Мы улыбнулись. Встретились глазами и не могли оторвать друг от друга взгляда. Я заметила нечто, от чего у меня у меня по спине пробежали мурашки: её губы были покрашены в красный. Не в розовый.


Не уверена, что меня привлекали женщины до того, как меня превратили в Жену. Но, когда, через пару дней предварительных ухаживаний, Джэнет перепрыгнула через забор и, поднявшись на цыпочки, потянулась ко мне с поцелуем, я не смогла ей отказать.


После этого жизнь стала ярче. Я стала махать Роджерсам на прощанье с двойным энтузиазмом, ведь их уход означал, что я смогу выбраться в сад и быть с Джэнет до самого их возвращения. Мы много общались. Сидели, укрытые от посторонних глаз кустами и деревцами. Сидели в объятиях, болтая о жизни и обливаясь слезами. От слёз поцелуи становились солёными. Иногда мы занимались любовью. Это был способ отвлечься, доказать друг другу и самим себе, что мы не одиноки — Лана и Джэнет против целого Городка.


Годы летели мимо. Мы были влюблены.


— Эй, — сказала она, — ты мне очень нравишься.


Я усмехнулась, оценив, в какой компрометирующей позе мы в ту секунду находились.


— Ну да, заметно.


Джэнет протянула вперёд руку, чтобы убрать с моего лица прядь волос. А затем, ухмыльнувшись своими красными губами, продолжила:


— Нет, не в этом смысле. Ты такая красивая. Я и до этого развлекалась с одной Женой. Ты совсем другая. Я давно тебя знаю, и ты мне просто невероятно нравишься.
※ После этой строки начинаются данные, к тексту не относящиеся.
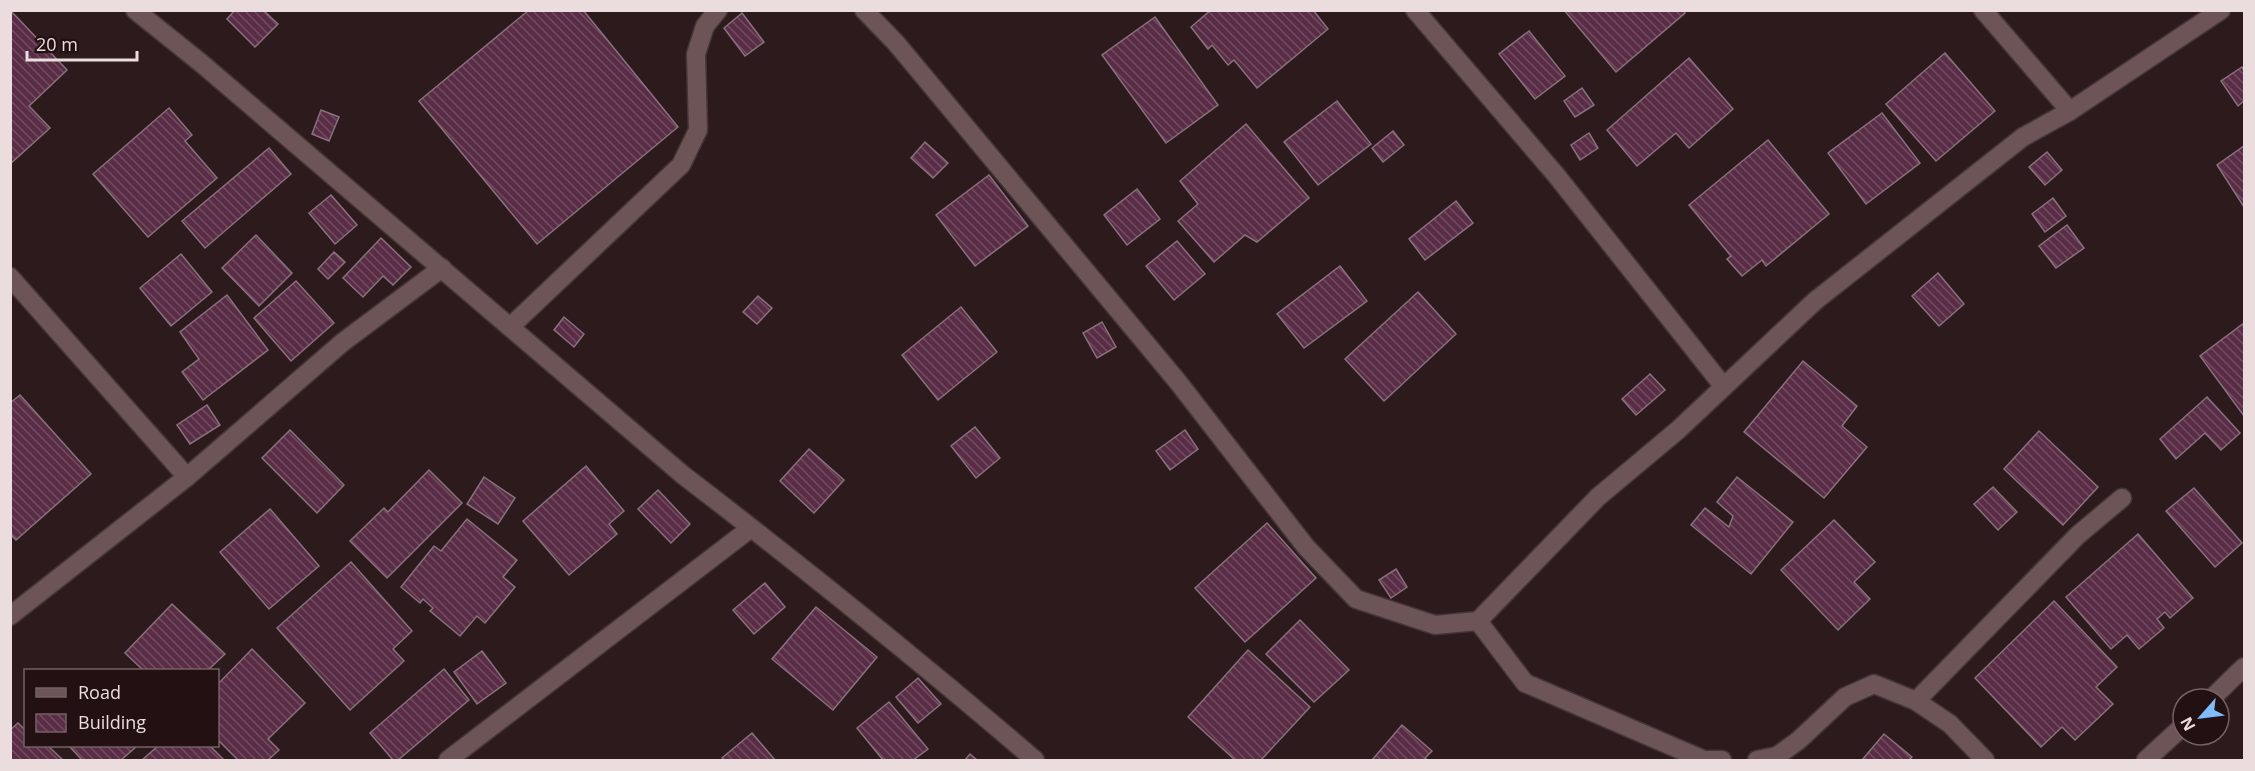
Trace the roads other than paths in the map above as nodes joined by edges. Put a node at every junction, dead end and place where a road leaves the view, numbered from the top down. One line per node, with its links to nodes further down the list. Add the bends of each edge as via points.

Наши сроки годности подходили к концу.


Однажды вечером к дому Браунов подъехал фургон. На следующее утро, когда я по привычке вышла в сад, чтобы встретиться с Джэнет, её уже не было.


— Доброе утро, — сказала я зеленоглазой брюнетке с приплюснутым носом и приподнятыми уголками губ, поливавшей цветы.


Она улыбнулась мне розовым. Мать его, розовым.


— Доброе утро.


Джэнет заменили. Её больше нет. Её нет, нет, и я больше никогда её не увижу. К горлу подступил утренний кофе, и я чуть было не упала на колени. Нельзя.


Поэтому я просто подняла лейку и выдавила из себя:


— Как дела?


Тогда я осознала, что отслужила больше половины своего срока. Мне было двадцать три. Медленно, но верно я устаревала. Становилась прокисшим молоком. Сгнившим мясом. Джону Роджерсу, который когда-то трахал меня до посинения, я стала наскучивать. Тем вечером я впервые за всё время сожгла ужин. Джон подошёл, ударил меня по лицу, прижал к столу и начал орать. Девочка и Мальчик тихо наблюдали.


— Бесполезная шлюха, тупая шмара, тварь, скотина!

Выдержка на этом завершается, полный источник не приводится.